Task description
All of the data should be output character for character, except the pictures.

Source material
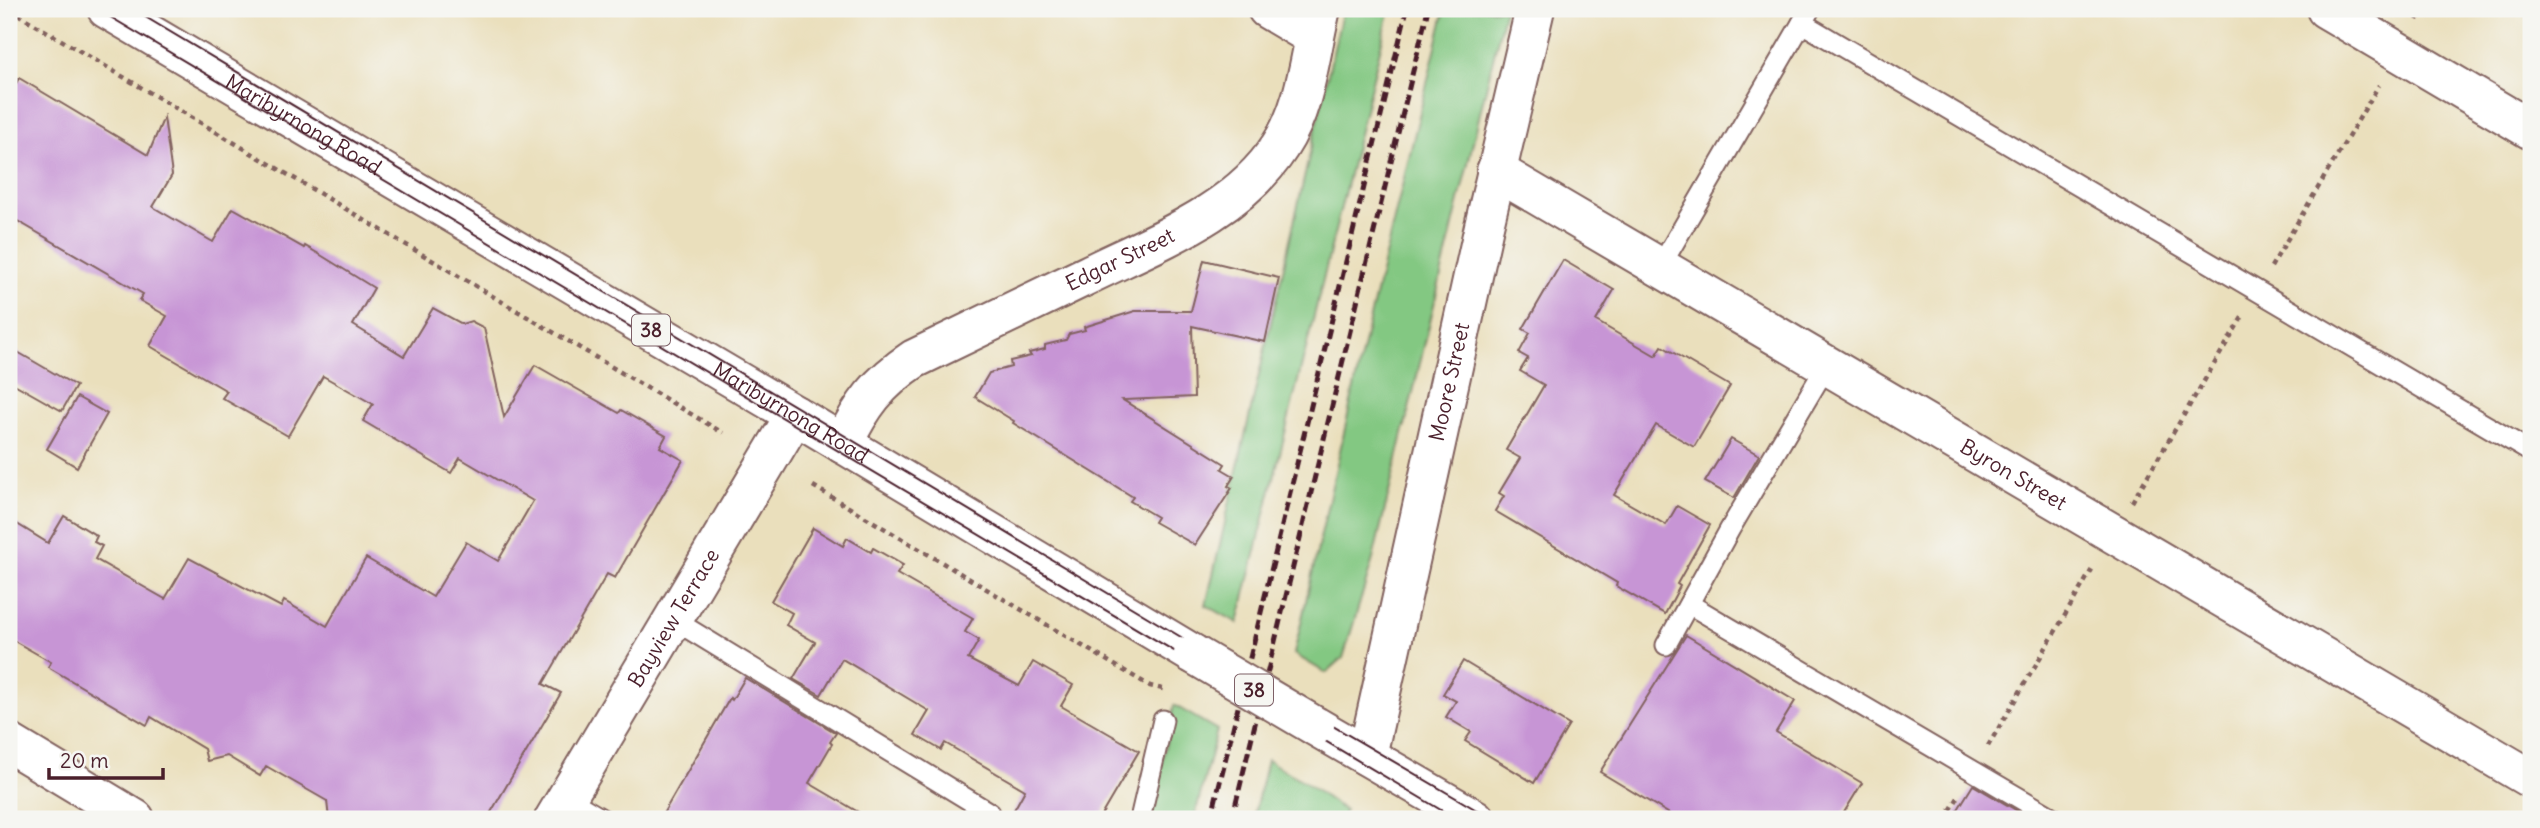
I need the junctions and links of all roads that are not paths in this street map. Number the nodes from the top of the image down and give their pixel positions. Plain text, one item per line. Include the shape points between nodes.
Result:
1 (107, 9) edge
2 (1266, 9) edge
3 (1535, 9) edge
4 (2326, 9) edge
5 (1806, 16) edge
6 (1318, 23) edge
7 (2531, 130) edge
8 (1496, 171) junction
9 (1660, 267) junction
10 (1827, 365) junction
11 (795, 415) junction
12 (843, 444) junction
13 (2531, 452) edge
14 (1689, 604) junction
15 (674, 620) junction
16 (1666, 645) dead end
17 (1163, 720) dead end
18 (9, 743) edge
19 (1367, 756) junction
20 (2531, 779) edge
21 (561, 809) edge
22 (990, 813) dead end
23 (135, 819) edge
24 (602, 819) edge
25 (1140, 819) edge
26 (1475, 819) edge
27 (2055, 819) edge

1 - 11 street, Maribyrnong Road / 38
2 - 6 street
3 - 8 street, Moore Street
4 - 7 street
5 - 9 lane
5 - 13 lane
6 - 12 street, Edgar Street via 1300,102 1282,145 1258,175 1182,229 914,359 874,392
8 - 9 street, Byron Street
8 - 19 street, Moore Street
9 - 10 street, Byron Street
10 - 14 lane
10 - 20 street, Byron Street
11 - 12 street, Maribyrnong Road / 38
11 - 15 street, Bayview Terrace
12 - 19 street, Maribyrnong Road / 38, bridge
14 - 16 lane
14 - 27 lane
15 - 21 street, Bayview Terrace
15 - 22 lane
17 - 25 lane
18 - 23 street
19 - 26 street, Maribyrnong Road / 38
21 - 24 lane

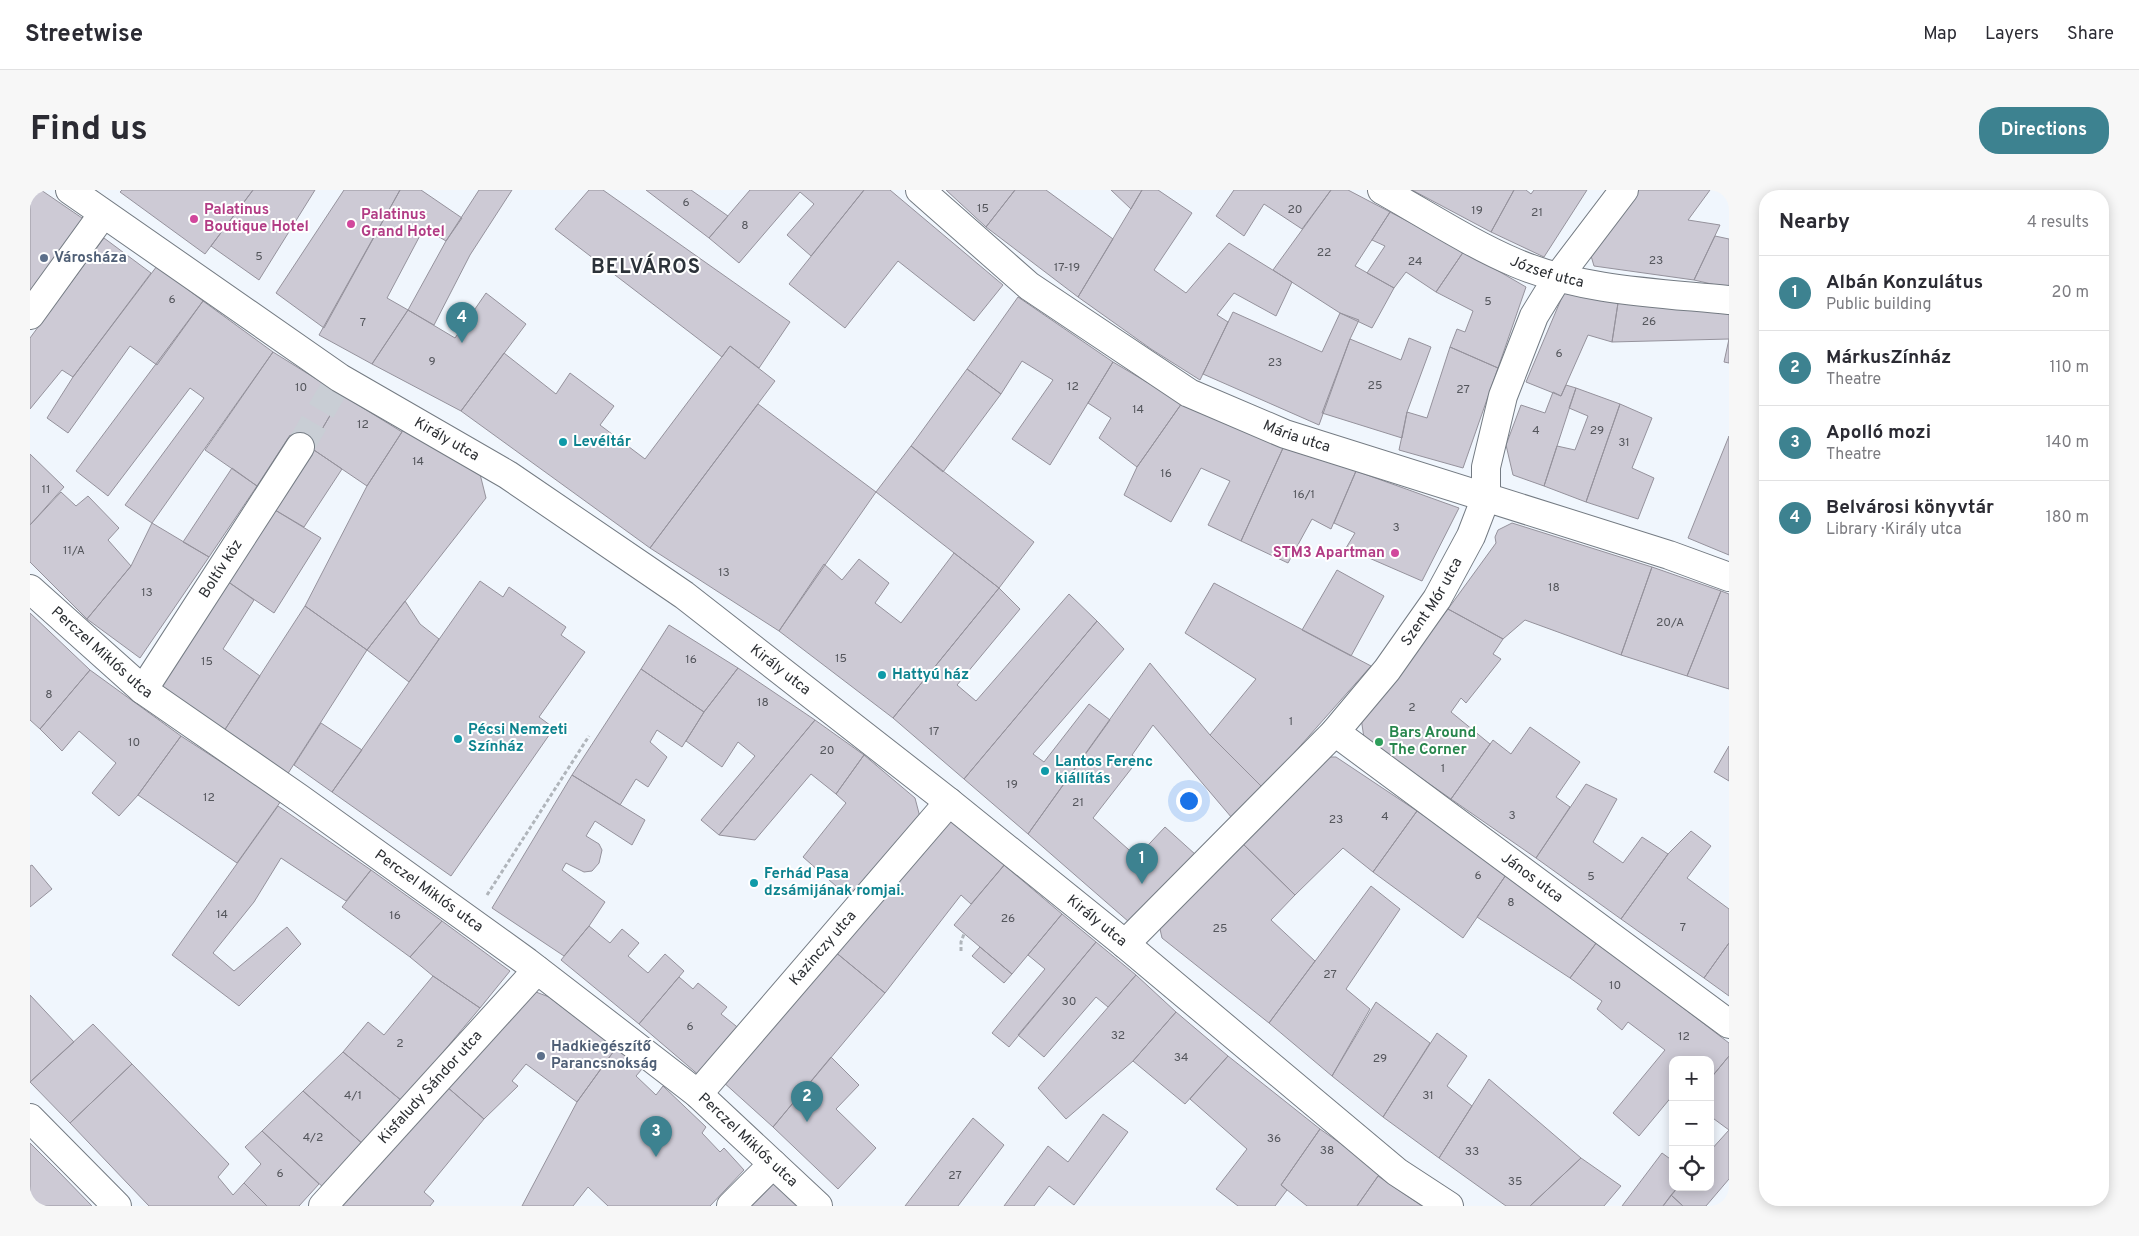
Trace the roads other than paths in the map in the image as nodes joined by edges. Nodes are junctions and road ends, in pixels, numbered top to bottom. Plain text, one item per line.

Solution for this task
I need the junctions and links of all roads that are not paths in this street map. Number the nodes from the top of the image down and give their pixel positions. Plain text, one item per line. Include the shape points between nodes.
Result:
1 (107, 9) edge
2 (1266, 9) edge
3 (1535, 9) edge
4 (2326, 9) edge
5 (1806, 16) edge
6 (1318, 23) edge
7 (2531, 130) edge
8 (1496, 171) junction
9 (1660, 267) junction
10 (1827, 365) junction
11 (795, 415) junction
12 (843, 444) junction
13 (2531, 452) edge
14 (1689, 604) junction
15 (674, 620) junction
16 (1666, 645) dead end
17 (1163, 720) dead end
18 (9, 743) edge
19 (1367, 756) junction
20 (2531, 779) edge
21 (561, 809) edge
22 (990, 813) dead end
23 (135, 819) edge
24 (602, 819) edge
25 (1140, 819) edge
26 (1475, 819) edge
27 (2055, 819) edge

1 - 11 street, Maribyrnong Road / 38
2 - 6 street
3 - 8 street, Moore Street
4 - 7 street
5 - 9 lane
5 - 13 lane
6 - 12 street, Edgar Street via 1300,102 1282,145 1258,175 1182,229 914,359 874,392
8 - 9 street, Byron Street
8 - 19 street, Moore Street
9 - 10 street, Byron Street
10 - 14 lane
10 - 20 street, Byron Street
11 - 12 street, Maribyrnong Road / 38
11 - 15 street, Bayview Terrace
12 - 19 street, Maribyrnong Road / 38, bridge
14 - 16 lane
14 - 27 lane
15 - 21 street, Bayview Terrace
15 - 22 lane
17 - 25 lane
18 - 23 street
19 - 26 street, Maribyrnong Road / 38
21 - 24 lane

Trace the roads other than paths in the map in the image as nodes joined by edges. Nodes are junctions and road ends, in pixels, numbered top to bottom. Plain text, one item per line.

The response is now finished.